Soaring house prices have lifted the wealth of the average Sydney household to $1.3 million, but hundreds of thousands of families in the city have been left "over-indebted".
The Bureau of Statistics' latest survey of income and wealth has classified 407,000 Sydney households with property loans as over-indebted, meaning they owe at least three times more than they earn in year. The typical over-indebted household in Sydney is carrying a hefty $765,400 in total property debt.
"Growth in debt has outpaced income and asset growth since 2003-04," the bureau said. "Rising property values, low interest rates and a growing appetite for larger debts have all contributed to increased over-indebtedness."
Over-indebted households are more vulnerable to economic shocks, such as rising interest rates, the loss of a job or a drop in asset prices.
The bureau estimates an additional one percentage point interest rate rise would cost over-indebted Sydney households an average of $139 a week more in mortgage repayments.

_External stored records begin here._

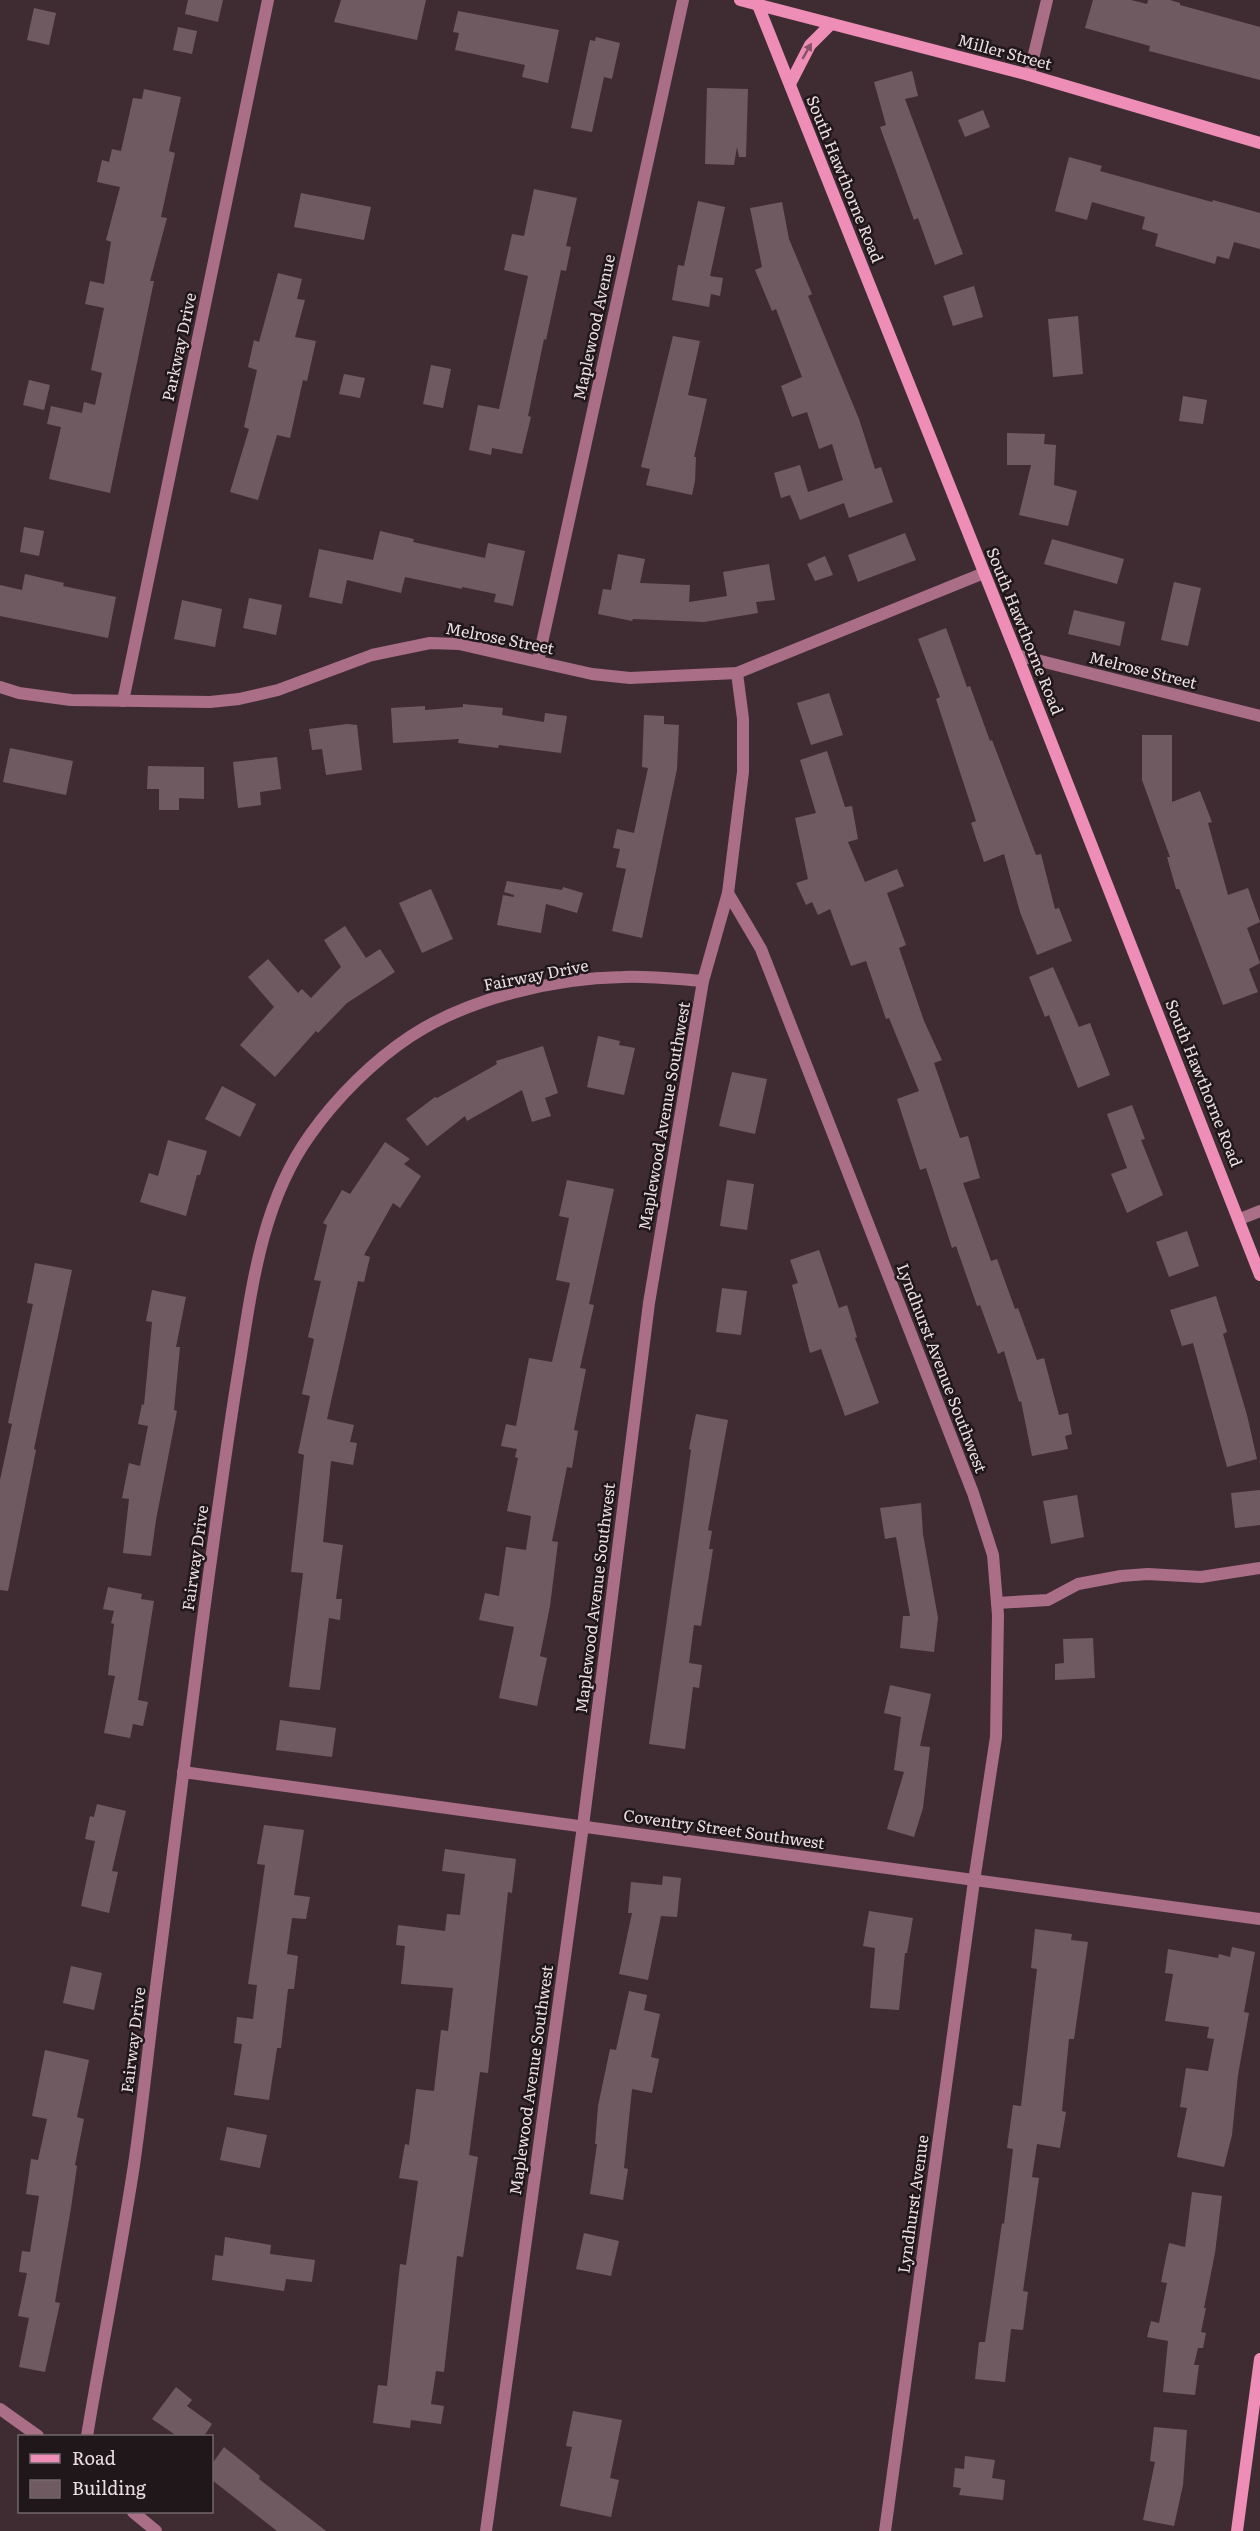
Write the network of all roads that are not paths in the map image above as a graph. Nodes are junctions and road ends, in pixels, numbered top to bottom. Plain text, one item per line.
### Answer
1 (268, 0) edge
2 (683, 0) edge
3 (740, 0) edge
4 (1047, 0) edge
5 (757, 2) edge
6 (831, 24) junction
7 (1029, 75) junction
8 (790, 84) junction
9 (1260, 143) edge
10 (984, 573) junction
11 (1017, 655) junction
12 (538, 661) junction
13 (737, 673) junction
14 (0, 687) edge
15 (123, 701) junction
16 (1260, 716) edge
17 (728, 893) junction
18 (703, 981) junction
19 (1260, 1211) edge
20 (1240, 1219) junction
21 (1260, 1275) edge
22 (1260, 1568) edge
23 (997, 1603) junction
24 (183, 1772) junction
25 (583, 1826) junction
26 (974, 1881) junction
27 (1260, 1919) edge
28 (1260, 2358) edge
29 (0, 2409) edge
30 (37, 2435) edge
31 (87, 2435) edge
32 (135, 2513) edge
33 (156, 2531) edge
34 (486, 2531) edge
35 (885, 2531) edge
36 (1237, 2531) edge

1 - 15 street, Parkway Drive
2 - 12 street, Maplewood Avenue
3 - 5 main road, Miller Street
4 - 7 street
5 - 6 main road, Miller Street
5 - 8 main road, South Hawthorne Road
6 - 7 main road, Miller Street
8 -> 6 main road
7 - 9 main road, Miller Street
8 - 10 main road, South Hawthorne Road
10 - 11 main road, South Hawthorne Road
10 - 13 street, Melrose Street
11 - 16 street, Melrose Street
11 - 20 main road, South Hawthorne Road
12 - 13 street, Melrose Street
12 - 15 street, Melrose Street
13 - 17 street, Maplewood Avenue Southwest
14 - 15 street, Melrose Street
17 - 18 street, Maplewood Avenue Southwest
17 - 23 street, Lyndhurst Avenue Southwest
18 - 24 street, Fairway Drive
18 - 25 street, Maplewood Avenue Southwest
19 - 20 street
20 - 21 main road, South Hawthorne Road
22 - 23 street
23 - 26 street, Lyndhurst Avenue Southwest
24 - 25 street, Coventry Street Southwest
24 - 31 street, Fairway Drive
25 - 26 street, Coventry Street Southwest
25 - 34 street, Maplewood Avenue Southwest
26 - 27 street, Coventry Street Southwest
26 - 35 street, Lyndhurst Avenue
28 - 36 main road
29 - 30 street
32 - 33 street

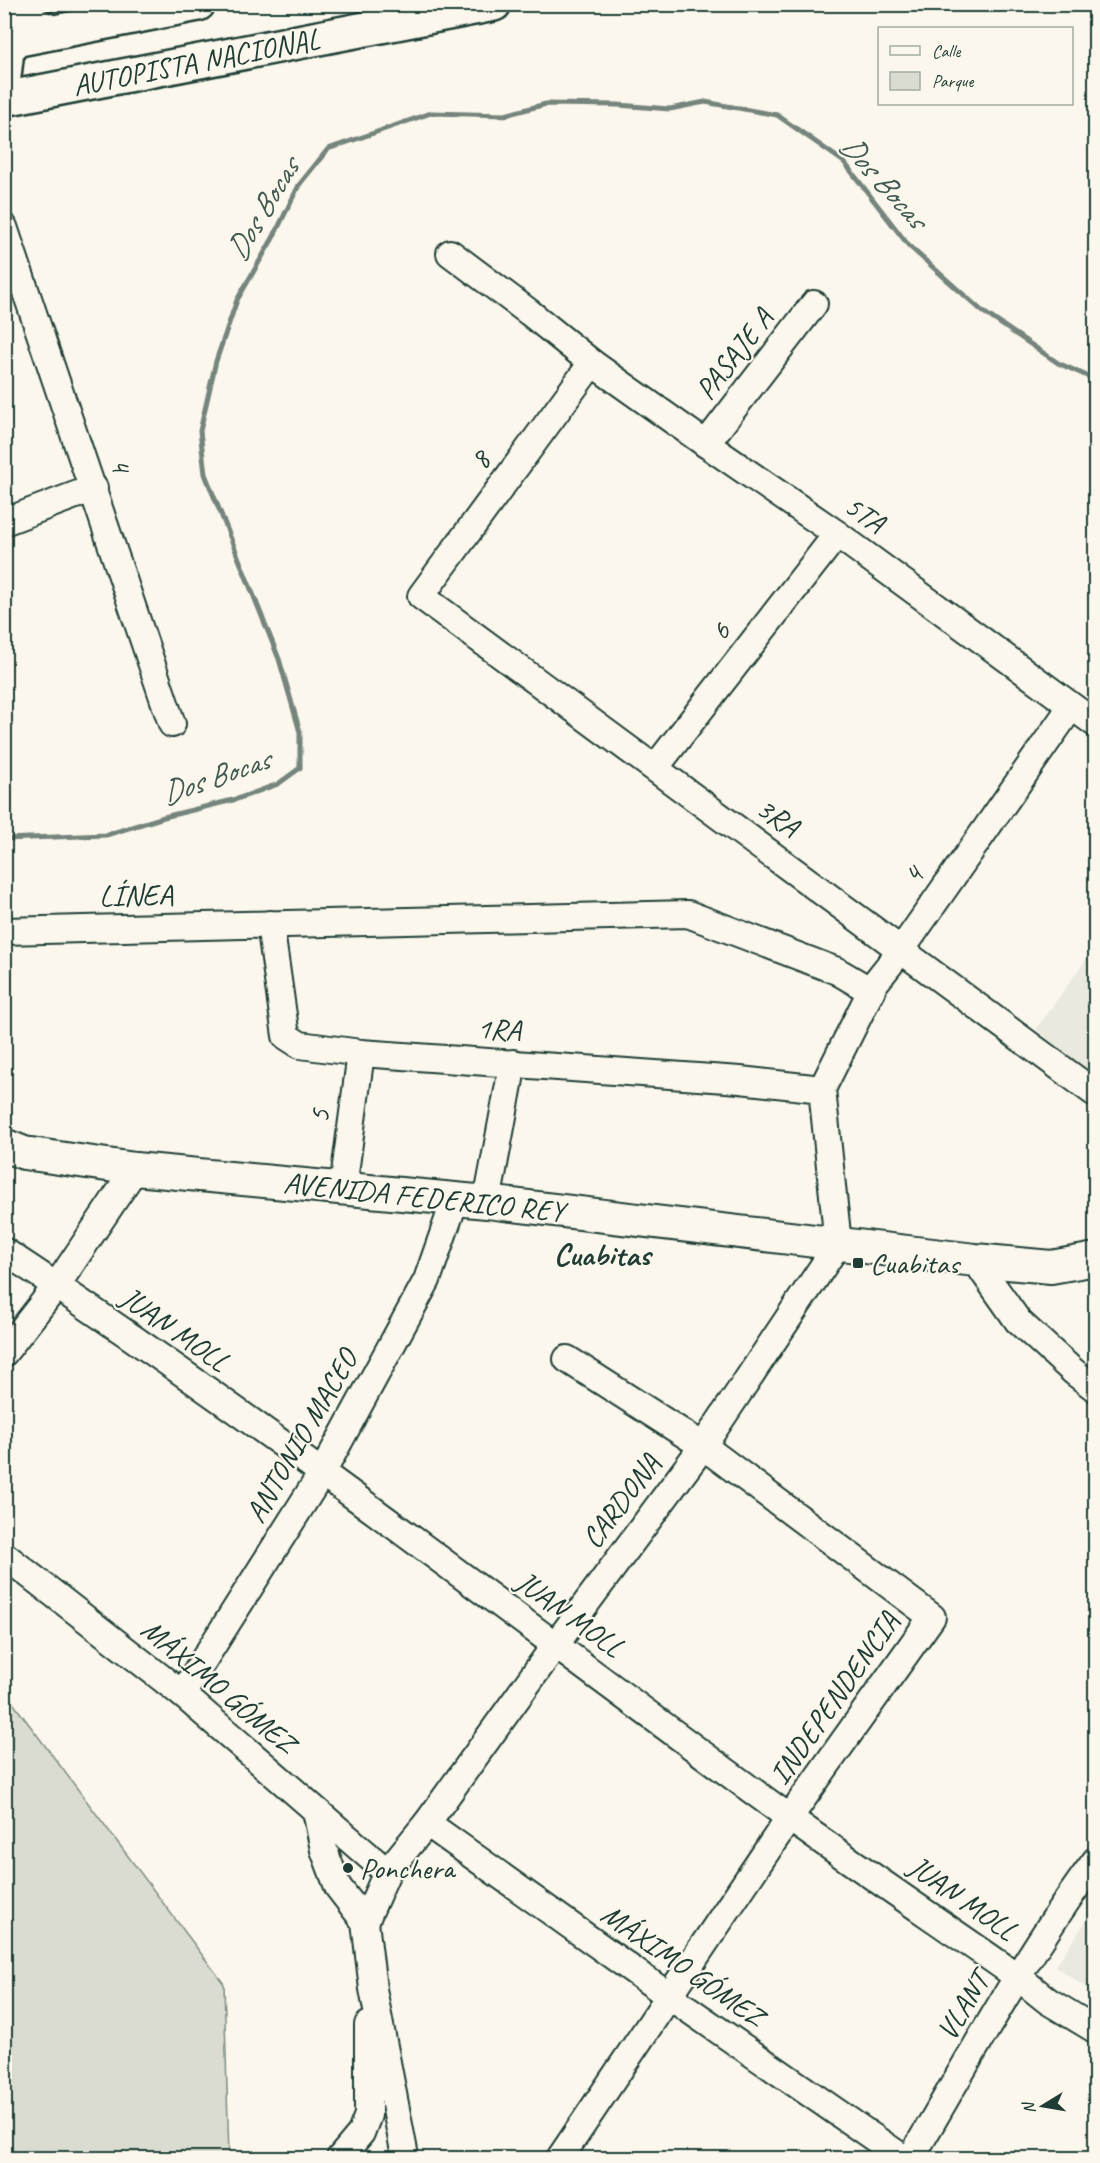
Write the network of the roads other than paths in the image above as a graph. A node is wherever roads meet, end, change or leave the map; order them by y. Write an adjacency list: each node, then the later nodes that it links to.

Sydney's property boom has helped boost average household wealth in the city from $971,700 in 2013-14 to $1.3 million in 2015-16 - an increase of $328,000.
The figures underscored a yawning wealth gap between Sydney and most other parts of Australia. Household wealth in Greater Sydney was $408,000 more than the national average, $575,000 higher than in the rest of NSW and $805,000 more than in regional Tasmania.
Nationally, average household debt has almost doubled since 2003-04.
High income earners were more likely to hold debt, with 89 per cent of the wealthiest fifth of households holding debt, compared with half of those in the lowest income quintile.
Younger property owners in particular have taken on greater debt. Three in five households (62 per cent) headed by a 25-34-year-old, and one in two (51 per cent) of 35-44-year-old households who held a property loan were over-indebted.
Over-indebted households were three times more likely to hold investment loans than other households.
There was also a disproportionate share of over-indebted households in Sydney and Melbourne - those two cities made up 43 per cent of over-indebted households while accounting for only 38 per cent of all households. But over-indebted Sydney households owed $269,000 more on average than their Melbourne counterparts.
Separate household expenditure data showed Sydneysiders typically spend $3070 per year more on housing than the national average.
Australia's average household net worth reached $892,000 in 2015-16.
The wealthiest 20 per cent of households had average net worth of $2.9 million and together held more than 60 per cent of all household wealth. The lowest 20 per cent controlled less than 1 per cent of all household wealth, with average wealth of $36,500 in 2015-16.
The capital cities with the lowest average household net worth were Adelaide ($666,200) and Hobart ($638,500).